[Problem details] Instruction for the entries that follow: retype exactly the lines from the line with "thumb tip: (904, 681)" to the line with "index mcp: (1227, 641)", both included, and omit all others.

[Data section]

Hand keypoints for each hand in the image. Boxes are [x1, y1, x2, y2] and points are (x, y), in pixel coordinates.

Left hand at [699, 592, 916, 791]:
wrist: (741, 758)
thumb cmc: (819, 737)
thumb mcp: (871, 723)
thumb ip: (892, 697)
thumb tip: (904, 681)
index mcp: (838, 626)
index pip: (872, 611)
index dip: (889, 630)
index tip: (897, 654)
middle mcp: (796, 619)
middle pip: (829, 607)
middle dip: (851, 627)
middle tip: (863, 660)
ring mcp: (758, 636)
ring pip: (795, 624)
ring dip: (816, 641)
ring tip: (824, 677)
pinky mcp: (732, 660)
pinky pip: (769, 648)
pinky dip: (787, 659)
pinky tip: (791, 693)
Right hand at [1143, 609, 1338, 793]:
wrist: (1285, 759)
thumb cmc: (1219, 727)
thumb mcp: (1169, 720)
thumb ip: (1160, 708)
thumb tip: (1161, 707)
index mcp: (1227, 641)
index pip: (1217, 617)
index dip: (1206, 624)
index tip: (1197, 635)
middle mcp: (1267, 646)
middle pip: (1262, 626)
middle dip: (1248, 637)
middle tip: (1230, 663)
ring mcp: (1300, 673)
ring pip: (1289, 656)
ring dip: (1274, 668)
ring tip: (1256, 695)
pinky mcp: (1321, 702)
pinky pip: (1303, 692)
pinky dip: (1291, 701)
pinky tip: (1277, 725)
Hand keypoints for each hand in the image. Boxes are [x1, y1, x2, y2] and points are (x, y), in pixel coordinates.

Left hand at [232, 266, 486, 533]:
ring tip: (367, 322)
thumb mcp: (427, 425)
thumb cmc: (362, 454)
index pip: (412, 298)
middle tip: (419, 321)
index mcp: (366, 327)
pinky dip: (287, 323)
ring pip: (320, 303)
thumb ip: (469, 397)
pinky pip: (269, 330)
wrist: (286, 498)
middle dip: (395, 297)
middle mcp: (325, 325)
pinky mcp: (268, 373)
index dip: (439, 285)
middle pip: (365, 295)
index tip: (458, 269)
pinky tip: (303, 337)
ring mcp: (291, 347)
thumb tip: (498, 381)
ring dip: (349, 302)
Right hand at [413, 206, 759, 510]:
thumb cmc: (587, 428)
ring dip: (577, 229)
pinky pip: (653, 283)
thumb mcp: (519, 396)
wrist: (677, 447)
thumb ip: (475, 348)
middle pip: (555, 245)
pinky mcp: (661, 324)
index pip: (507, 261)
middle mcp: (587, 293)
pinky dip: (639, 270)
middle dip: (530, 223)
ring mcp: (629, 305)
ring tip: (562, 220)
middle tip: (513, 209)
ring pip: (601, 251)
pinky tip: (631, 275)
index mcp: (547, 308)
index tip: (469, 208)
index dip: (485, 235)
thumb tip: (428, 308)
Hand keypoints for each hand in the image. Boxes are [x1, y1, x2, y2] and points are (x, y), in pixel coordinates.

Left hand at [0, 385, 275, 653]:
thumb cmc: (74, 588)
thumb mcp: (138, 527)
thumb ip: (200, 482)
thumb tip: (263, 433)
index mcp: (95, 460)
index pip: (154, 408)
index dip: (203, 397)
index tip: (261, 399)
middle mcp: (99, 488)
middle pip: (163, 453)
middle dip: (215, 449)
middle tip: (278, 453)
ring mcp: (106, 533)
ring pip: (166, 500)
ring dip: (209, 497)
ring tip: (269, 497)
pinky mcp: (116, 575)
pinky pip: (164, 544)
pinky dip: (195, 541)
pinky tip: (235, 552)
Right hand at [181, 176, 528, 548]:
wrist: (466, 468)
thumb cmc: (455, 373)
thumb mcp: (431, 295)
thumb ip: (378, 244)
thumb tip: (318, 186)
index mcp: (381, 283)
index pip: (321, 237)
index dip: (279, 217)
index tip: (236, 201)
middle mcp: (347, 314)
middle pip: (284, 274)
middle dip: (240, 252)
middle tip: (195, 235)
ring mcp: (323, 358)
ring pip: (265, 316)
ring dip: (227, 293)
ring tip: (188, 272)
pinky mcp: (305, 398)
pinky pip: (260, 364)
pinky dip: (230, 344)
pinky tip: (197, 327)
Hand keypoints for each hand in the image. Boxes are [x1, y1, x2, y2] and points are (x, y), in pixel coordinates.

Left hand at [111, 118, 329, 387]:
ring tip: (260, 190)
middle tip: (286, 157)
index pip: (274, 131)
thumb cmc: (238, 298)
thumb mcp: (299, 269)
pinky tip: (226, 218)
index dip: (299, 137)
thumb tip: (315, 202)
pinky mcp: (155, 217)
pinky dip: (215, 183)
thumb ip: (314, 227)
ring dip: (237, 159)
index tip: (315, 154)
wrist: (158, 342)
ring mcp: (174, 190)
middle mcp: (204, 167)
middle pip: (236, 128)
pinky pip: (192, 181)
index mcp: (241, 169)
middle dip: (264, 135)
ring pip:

[Response area]
thumb tip: (904, 681)
index mcp: (838, 626)
index pip: (872, 611)
index dip: (889, 630)
index tip: (897, 654)
middle mcp: (796, 619)
middle pip: (829, 607)
middle dip: (851, 627)
middle tip: (863, 660)
ring mcp: (758, 636)
ring pip: (795, 624)
ring dip: (816, 641)
ring tip: (824, 677)
pinky mcp: (732, 660)
pinky pip: (769, 648)
pinky dip: (787, 659)
pinky tip: (791, 693)
Right hand at [1143, 609, 1338, 793]:
wrist: (1285, 759)
thumb cmc: (1219, 727)
thumb mcp: (1169, 720)
thumb ip: (1160, 708)
thumb tip: (1161, 707)
index mcp: (1227, 641)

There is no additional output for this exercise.